Liang se subió a la bicicleta, él le siguió y luego llegó a su altura.

– Ven a mi casa a tomar algo -dijo Liang.

– ¿Quién hay en tu casa? -preguntó él.

– Mi mujer y mi hijo.

– No, mejor que hablemos mientras vamos en bicicleta.

– ¿Qué ocurre? -preguntó Liang, que temía que tuviera que darle una mala noticia.

– ¿Qué problema tuviste en el pasado? -preguntó sin mirarlo, como si no le diera mucha importancia.

– ¡Ninguno! -exclamó Liang, que casi se cae de la bicicleta al oír esas palabras.

– ¿Tienes relaciones con el extranjero?

– ¡No tengo ningún pariente en el extranjero!

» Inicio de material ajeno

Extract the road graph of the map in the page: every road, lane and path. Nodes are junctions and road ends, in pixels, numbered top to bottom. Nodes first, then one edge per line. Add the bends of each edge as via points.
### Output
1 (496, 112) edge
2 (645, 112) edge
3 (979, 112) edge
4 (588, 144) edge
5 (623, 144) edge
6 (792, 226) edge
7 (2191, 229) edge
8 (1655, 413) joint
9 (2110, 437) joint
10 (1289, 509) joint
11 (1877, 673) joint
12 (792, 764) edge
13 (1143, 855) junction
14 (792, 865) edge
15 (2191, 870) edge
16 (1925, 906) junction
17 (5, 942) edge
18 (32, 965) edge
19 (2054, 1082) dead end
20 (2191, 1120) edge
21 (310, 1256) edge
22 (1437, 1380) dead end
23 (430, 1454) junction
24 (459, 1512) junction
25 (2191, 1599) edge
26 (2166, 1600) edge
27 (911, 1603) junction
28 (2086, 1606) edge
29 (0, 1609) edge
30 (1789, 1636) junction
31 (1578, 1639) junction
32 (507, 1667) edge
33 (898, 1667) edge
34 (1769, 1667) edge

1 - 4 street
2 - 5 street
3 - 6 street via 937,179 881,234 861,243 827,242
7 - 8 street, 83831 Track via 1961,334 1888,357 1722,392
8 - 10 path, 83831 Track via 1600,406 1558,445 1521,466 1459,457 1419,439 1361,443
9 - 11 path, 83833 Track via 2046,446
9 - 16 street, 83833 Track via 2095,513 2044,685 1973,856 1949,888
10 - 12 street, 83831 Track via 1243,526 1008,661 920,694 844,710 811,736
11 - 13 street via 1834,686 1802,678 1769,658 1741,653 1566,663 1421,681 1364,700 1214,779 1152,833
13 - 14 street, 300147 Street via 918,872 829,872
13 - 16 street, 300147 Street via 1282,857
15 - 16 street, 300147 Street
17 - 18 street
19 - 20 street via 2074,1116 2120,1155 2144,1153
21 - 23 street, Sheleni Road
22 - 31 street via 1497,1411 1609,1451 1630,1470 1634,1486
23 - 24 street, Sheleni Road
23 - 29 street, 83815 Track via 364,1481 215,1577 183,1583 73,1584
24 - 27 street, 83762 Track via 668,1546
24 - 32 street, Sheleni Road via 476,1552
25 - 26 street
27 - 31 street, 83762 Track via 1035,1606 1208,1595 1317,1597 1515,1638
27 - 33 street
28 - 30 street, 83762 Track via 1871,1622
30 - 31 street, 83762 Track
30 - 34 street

– ¿Has enviado cartas al extranjero?

– Espera, déjame pensar…

El semáforo estaba en rojo, apoyaron los pies en el suelo.

– Ah, sí, ya me hicieron esa pregunta, hace mucho tiempo -dijo Liang a punto de echarse a llorar.

– ¡No llores, no llores! Estamos en plena calle -dijo él.

El semáforo se puso verde y los vehículos empezaron a circular.

– ¡Hablame con franqueza, no tienes nada que temer, no te comprometería! -Liang Qin se paró-. Lo único que te digo es que sospechan de ti, algo relacionado con el espionaje, ten cuidado.

– ¡Qué dices!

El dijo que tampoco lo veía muy claro.

– Lo único que hice fue escribir una carta a Hong Kong, a uno de mis vecinos, con quien crecí; hace tiempo que se fue con una tía suya a Hong Kong. Le escribí para que me comprara un diccionario de argot inglés. Nada más, no pasó nada más. Era la época de la guerra de Corea, acababa de conseguir mi diploma en la universidad, estaba en el ejército, trabajando como intérprete, en un campo de prisioneros…

– ¿Y recibiste el diccionario? -preguntó él.

– No. ¿Eso quiere decir que… aquella carta nunca llegó a su destino? ¿Se la quedaron? -preguntó Liang.

– ¿Quién sabe?

– ¿Sospechan que mantengo relaciones con los servicios de inteligencia del extranjero?

– Eso lo has dicho tú.

– ¿Tú también piensas lo mismo? -preguntó Liang inclinando la cabeza.

– ¡Claro que no! ¡Si fuera así, no te lo habría contado! ¡Sé prudente!

Un largo trolebús articulado los rozó, Liang giró su manillar; casi lo atropellan.